* _Problem description_: Scan the data, and whenever a line contains "vadikad", copy it.

┌──

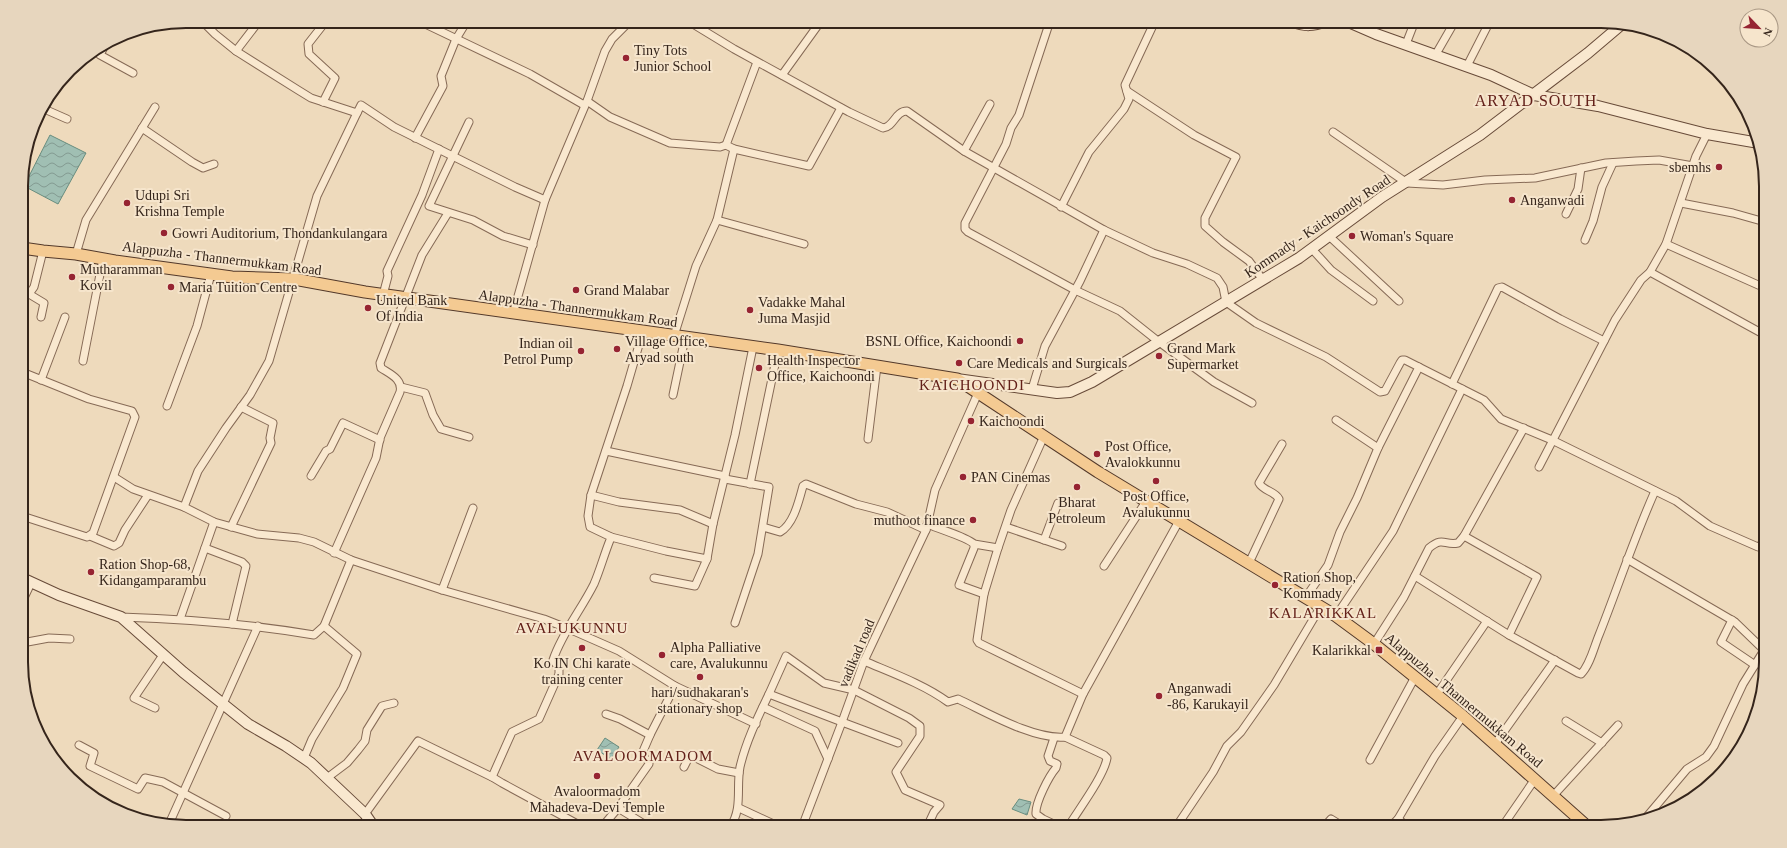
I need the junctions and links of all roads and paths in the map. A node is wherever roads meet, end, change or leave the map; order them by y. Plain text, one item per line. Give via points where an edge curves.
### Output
1 (210, 28) edge
2 (254, 28) edge
3 (321, 28) edge
4 (433, 28) edge
5 (463, 28) edge
6 (623, 28) edge
7 (698, 28) edge
8 (816, 28) edge
9 (1048, 28) edge
10 (1152, 28) edge
11 (1362, 28) edge
12 (1412, 28) edge
13 (1451, 28) edge
14 (1486, 28) edge
15 (1617, 29) edge
16 (456, 39) junction
17 (1406, 44) junction
18 (236, 51) junction
19 (101, 53) edge
20 (1436, 54) junction
21 (757, 62) junction
22 (1467, 66) junction
23 (133, 74) dead end
24 (782, 75) junction
25 (1127, 91) junction
26 (1534, 94) junction
27 (323, 102) junction
28 (586, 103) junction
29 (990, 104) dead end
30 (155, 107) dead end
31 (841, 108) junction
32 (47, 110) edge
33 (357, 113) junction
34 (67, 119) dead end
35 (469, 122) dead end
36 (142, 128) junction
37 (1333, 132) dead end
38 (1707, 134) junction
39 (416, 138) junction
40 (1753, 142) edge
41 (726, 145) junction
42 (439, 149) junction
43 (734, 149) junction
44 (964, 150) junction
45 (452, 155) junction
46 (1613, 163) junction
47 (214, 164) dead end
48 (1693, 166) junction
49 (994, 168) junction
50 (1581, 168) junction
51 (1406, 183) junction
52 (545, 200) junction
53 (1681, 203) junction
54 (1061, 207) junction
55 (448, 213) junction
56 (1566, 214) dead end
57 (717, 220) junction
58 (1759, 220) edge
59 (1104, 230) junction
60 (1329, 236) junction
61 (1585, 240) dead end
62 (533, 244) junction
63 (804, 244) dead end
64 (1666, 244) junction
65 (28, 249) edge
66 (1312, 249) junction
67 (43, 251) junction
68 (76, 254) junction
69 (103, 259) junction
70 (1650, 272) junction
71 (211, 274) junction
72 (294, 280) junction
73 (1263, 280) junction
74 (1759, 285) edge
75 (1075, 290) junction
76 (383, 295) junction
77 (407, 297) junction
78 (1373, 301) dead end
79 (1399, 301) dead end
80 (1226, 302) junction
81 (513, 314) junction
82 (41, 317) dead end
83 (65, 317) dead end
84 (643, 331) junction
85 (1759, 332) edge
86 (674, 336) junction
87 (685, 338) junction
88 (1604, 341) junction
89 (1159, 342) junction
90 (753, 347) junction
91 (778, 350) junction
92 (83, 361) dead end
93 (877, 366) junction
94 (1419, 367) junction
95 (28, 375) edge
96 (957, 379) junction
97 (41, 380) junction
98 (1452, 384) junction
99 (401, 387) junction
100 (1462, 389) junction
101 (1032, 390) junction
102 (978, 393) junction
103 (673, 395) dead end
104 (1252, 403) dead end
105 (167, 406) dead end
106 (241, 407) junction
107 (1336, 420) dead end
108 (1524, 428) junction
109 (1044, 436) junction
110 (469, 437) dead end
111 (868, 439) dead end
112 (380, 440) junction
113 (1552, 440) junction
114 (1282, 444) dead end
115 (1378, 448) junction
116 (606, 451) junction
117 (1539, 467) dead end
118 (311, 476) dead end
119 (114, 477) junction
120 (725, 477) junction
121 (750, 484) junction
122 (1655, 491) junction
123 (148, 495) junction
124 (591, 495) junction
125 (1147, 500) junction
126 (1058, 503) dead end
127 (184, 507) junction
128 (473, 508) dead end
129 (28, 518) edge
130 (1180, 521) junction
131 (214, 522) junction
132 (713, 524) junction
133 (231, 527) junction
134 (763, 527) junction
135 (927, 527) junction
136 (1006, 527) junction
137 (90, 536) junction
138 (1464, 536) junction
139 (611, 537) junction
140 (1044, 540) junction
141 (974, 544) junction
142 (1062, 546) dead end
143 (1758, 547) edge
144 (205, 548) junction
145 (998, 548) junction
146 (334, 553) junction
147 (707, 559) junction
148 (1627, 559) junction
149 (351, 560) junction
150 (1249, 563) junction
151 (1104, 566) dead end
152 (1415, 576) junction
153 (654, 578) dead end
154 (28, 580) edge
155 (442, 590) junction
156 (984, 594) junction
157 (1306, 597) junction
158 (1321, 606) junction
159 (1336, 616) junction
160 (120, 617) junction
161 (180, 619) junction
162 (1732, 620) junction
163 (1487, 621) junction
164 (735, 623) dead end
165 (232, 624) junction
166 (258, 626) junction
167 (324, 626) junction
168 (569, 629) junction
169 (1509, 635) junction
170 (70, 639) dead end
171 (28, 642) edge
172 (1759, 643) edge
173 (1374, 644) junction
174 (163, 655) junction
175 (1759, 658) edge
176 (1554, 660) junction
177 (864, 661) junction
178 (1755, 665) junction
179 (1415, 677) junction
180 (675, 686) junction
181 (854, 690) junction
182 (769, 694) junction
183 (1083, 694) junction
184 (1436, 694) junction
185 (394, 702) dead end
186 (222, 704) junction
187 (763, 707) junction
188 (155, 708) dead end
189 (606, 714) dead end
190 (1463, 716) junction
191 (1566, 721) dead end
192 (842, 722) junction
193 (756, 724) junction
194 (1618, 725) dead end
195 (650, 735) junction
196 (1065, 737) junction
197 (1054, 738) junction
198 (898, 743) dead end
199 (1602, 743) junction
200 (1495, 744) junction
201 (79, 745) dead end
202 (304, 758) junction
203 (828, 759) junction
204 (1370, 760) dead end
205 (684, 767) dead end
206 (739, 773) junction
207 (492, 777) junction
208 (327, 778) junction
209 (1535, 779) junction
210 (183, 792) junction
211 (1553, 796) junction
212 (618, 808) junction
213 (739, 808) junction
214 (1650, 813) edge
215 (365, 814) junction
216 (226, 816) dead end
217 (171, 819) edge
218 (1398, 819) edge
219 (369, 820) edge
220 (569, 820) edge
221 (608, 820) edge
222 (637, 820) edge
223 (733, 820) edge
224 (765, 820) edge
225 (805, 820) edge
226 (930, 820) edge
227 (1045, 820) edge
228 (1072, 820) edge
229 (1181, 820) edge
230 (1507, 820) edge
231 (1580, 820) edge

1 - 18 street
2 - 18 street
3 - 27 street via 308,44 309,54 334,78
4 - 16 street
5 - 16 street
6 - 28 street via 605,51
7 - 21 street
8 - 24 street
9 - 49 street via 1019,115
10 - 25 street via 1125,85
11 - 17 main road
12 - 17 street
13 - 20 street
14 - 22 street
15 - 26 main road, Kommady - Kaichoondy Road
16 - 28 street
16 - 39 street via 441,76 443,86
17 - 20 main road
18 - 27 street via 298,90
19 - 23 street via 100,55
20 - 22 main road
21 - 24 street
21 - 41 street
22 - 26 main road
24 - 31 street
25 - 54 street via 1128,98 1124,109 1089,152
25 - 73 street via 1194,135 1236,158 1205,218 1206,226 1249,261
26 - 38 main road via 1598,106
26 - 51 main road, Kommady - Kaichoondy Road via 1480,135
27 - 33 street
28 - 41 street via 610,117 670,143 720,147
28 - 52 street
29 - 44 street
30 - 36 street
31 - 43 street via 809,166
31 - 44 street via 884,128 888,127 900,112 907,111
32 - 34 street
33 - 39 street via 361,105
33 - 72 street via 317,196
35 - 45 street
36 - 47 street via 203,168
36 - 68 street via 86,220
37 - 51 street
38 - 40 main road
38 - 48 street
39 - 42 street
41 - 43 street
42 - 45 street
42 - 76 street via 422,195 387,271
43 - 57 street
44 - 49 street
45 - 52 street
45 - 55 street via 429,206
46 - 48 street via 1659,160
46 - 50 street
46 - 61 street via 1602,187
48 - 53 street
49 - 54 street
49 - 75 street via 965,223 965,229
50 - 51 street via 1535,178 1485,180 1443,186
50 - 56 street via 1578,189
51 - 60 main road, Kommady - Kaichoondy Road via 1382,197
52 - 62 street
53 - 58 street
53 - 64 street
54 - 59 street
55 - 62 street via 473,220 503,236
55 - 77 street via 422,255
57 - 63 street
57 - 86 street via 696,266
59 - 75 street
59 - 80 street via 1153,253 1187,264 1217,278 1224,287
60 - 66 main road, Kommady - Kaichoondy Road
60 - 79 street
62 - 81 street
64 - 70 street
64 - 74 street
65 - 67 main road, Alappuzha - Thannermukkam Road
66 - 73 main road, Kommady - Kaichoondy Road
66 - 78 street via 1331,270
67 - 68 main road, Alappuzha - Thannermukkam Road
67 - 82 street via 34,287 29,294 44,303
68 - 69 main road, Alappuzha - Thannermukkam Road
69 - 71 main road, Alappuzha - Thannermukkam Road
69 - 92 street
70 - 85 street
70 - 88 street via 1641,280
71 - 72 main road, Alappuzha - Thannermukkam Road
71 - 105 street via 197,326
72 - 76 main road, Alappuzha - Thannermukkam Road
72 - 106 street via 269,361
73 - 80 main road, Kommady - Kaichoondy Road
75 - 89 street via 1120,311
75 - 101 street via 1045,346
76 - 77 main road, Alappuzha - Thannermukkam Road
77 - 81 main road, Alappuzha - Thannermukkam Road
77 - 99 street via 380,366 399,380
80 - 89 main road, Kommady - Kaichoondy Road
80 - 94 street via 1256,323 1326,357 1380,392 1385,391 1402,360
81 - 84 main road, Alappuzha - Thannermukkam Road
83 - 97 street
84 - 86 main road, Alappuzha - Thannermukkam Road
84 - 116 street
86 - 87 main road, Alappuzha - Thannermukkam Road
87 - 90 main road, Alappuzha - Thannermukkam Road
87 - 103 street
88 - 98 street via 1502,287 1498,288
88 - 113 street
89 - 101 main road, Kommady - Kaichoondy Road via 1105,375 1070,392
89 - 104 street via 1214,382
90 - 91 main road, Alappuzha - Thannermukkam Road
90 - 120 street
91 - 93 main road, Alappuzha - Thannermukkam Road
91 - 121 street
93 - 96 main road, Alappuzha - Thannermukkam Road
93 - 111 street
94 - 98 street
94 - 115 street
95 - 97 street
96 - 101 main road, Kommady - Kaichoondy Road
96 - 102 main road, Alappuzha - Thannermukkam Road
97 - 119 street via 89,399 132,411 135,417
98 - 100 street
99 - 110 street via 425,393 441,429
99 - 112 street
100 - 108 street via 1484,400 1502,419
100 - 159 street via 1393,531
102 - 109 main road, Alappuzha - Thannermukkam Road
102 - 135 street, vadikad road via 935,490
106 - 127 street via 198,471
106 - 133 street via 273,423 271,443
107 - 115 street
108 - 113 street
108 - 138 street
109 - 125 main road, Alappuzha - Thannermukkam Road via 1098,472
109 - 136 street
112 - 118 street via 342,423 330,450 326,451
112 - 146 street via 376,458
113 - 117 street
113 - 122 street
114 - 150 street via 1258,483 1279,499
115 - 157 street via 1328,565
116 - 120 street
116 - 124 street
119 - 123 street
119 - 137 street
120 - 121 street
120 - 132 street
121 - 134 street via 769,487
122 - 143 street via 1676,501 1710,526
122 - 148 street
123 - 127 street
123 - 137 street via 119,544 114,546
124 - 132 street via 620,502 680,510
124 - 139 street via 588,523 592,528
125 - 130 main road, Alappuzha - Thannermukkam Road
125 - 151 street
126 - 140 street
127 - 131 street
128 - 155 street
129 - 137 street
130 - 150 main road, Alappuzha - Thannermukkam Road
130 - 183 street
131 - 133 street
131 - 144 street
132 - 147 street
133 - 146 street via 257,534 299,538 314,542
134 - 135 street via 780,532 784,530 792,518 803,486 806,484 852,503 887,512
134 - 164 street via 756,561
135 - 141 street via 969,540
135 - 177 street, vadikad road
136 - 140 street
136 - 145 street
138 - 152 street via 1458,543 1441,541 1429,548
138 - 169 street via 1537,577
139 - 147 street
139 - 168 street via 594,584
140 - 142 street
141 - 145 street
141 - 156 street via 959,585
144 - 161 street
144 - 165 street via 242,562 246,566
145 - 156 street
146 - 149 street
147 - 153 street via 695,586
148 - 162 street
148 - 176 street via 1583,672 1578,673
149 - 155 street
149 - 167 street
150 - 157 main road, Alappuzha - Thannermukkam Road
152 - 163 street
152 - 173 street
154 - 160 main road via 59,595
155 - 168 street via 544,619
156 - 183 street via 977,633 979,643
157 - 158 main road, Alappuzha - Thannermukkam Road
158 - 159 main road, Alappuzha - Thannermukkam Road
158 - 229 street via 1274,685 1241,732 1227,746
159 - 173 main road, Alappuzha - Thannermukkam Road
160 - 161 street
160 - 174 main road
161 - 165 street
162 - 172 street
162 - 178 street via 1721,642
163 - 169 street
163 - 184 street
165 - 166 street
166 - 167 street via 314,635
166 - 186 street
167 - 202 street via 357,654 343,688 312,739
168 - 180 street via 619,651
168 - 207 street via 558,643 553,660 559,668 559,674 539,719 512,732
169 - 176 street
170 - 171 street via 49,638
173 - 179 main road, Alappuzha - Thannermukkam Road
174 - 186 main road
174 - 188 street via 134,698
175 - 178 street
176 - 200 street
177 - 181 street, vadikad road
177 - 197 street via 900,676 948,702 958,699 1015,726
178 - 214 street via 1743,684 1714,746 1706,757 1687,769
179 - 184 main road, Alappuzha - Thannermukkam Road
179 - 204 street
180 - 193 street
180 - 195 street
181 - 182 street via 824,683 786,656
181 - 192 street, vadikad road
181 - 226 street via 920,726 920,736 896,772 905,790 940,805
182 - 187 street
182 - 192 street
183 - 196 street
184 - 190 main road, Alappuzha - Thannermukkam Road
185 - 208 street via 382,706 367,730 365,741 348,763
186 - 202 main road via 248,724
186 - 210 street
187 - 193 street
187 - 203 street via 815,731
189 - 195 street
190 - 200 main road, Alappuzha - Thannermukkam Road
190 - 218 street via 1435,756
191 - 199 street
192 - 198 street
192 - 203 street, vadikad road
193 - 206 street
194 - 199 street
195 - 212 street via 641,756 649,761 649,764
196 - 197 street
196 - 228 street via 1107,758
197 - 227 street via 1048,756 1050,761 1057,764 1056,768 1036,809 1036,814
199 - 211 street
200 - 209 main road, Alappuzha - Thannermukkam Road
201 - 210 street via 94,753 90,766 138,789 144,778 163,782
202 - 208 main road
203 - 225 street, vadikad road
205 - 206 street via 690,755 718,769
206 - 213 street
207 - 215 street via 418,741
207 - 220 street
208 - 215 main road
209 - 211 main road, Alappuzha - Thannermukkam Road
209 - 230 street
210 - 216 street
210 - 217 street
211 - 231 main road, Alappuzha - Thannermukkam Road
212 - 221 street
212 - 222 street
213 - 223 street
213 - 224 street
215 - 219 main road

└──

* _Reply to the exercise_:
102 - 135 street, vadikad road via 935,490
135 - 177 street, vadikad road
177 - 181 street, vadikad road
181 - 192 street, vadikad road
192 - 203 street, vadikad road
203 - 225 street, vadikad road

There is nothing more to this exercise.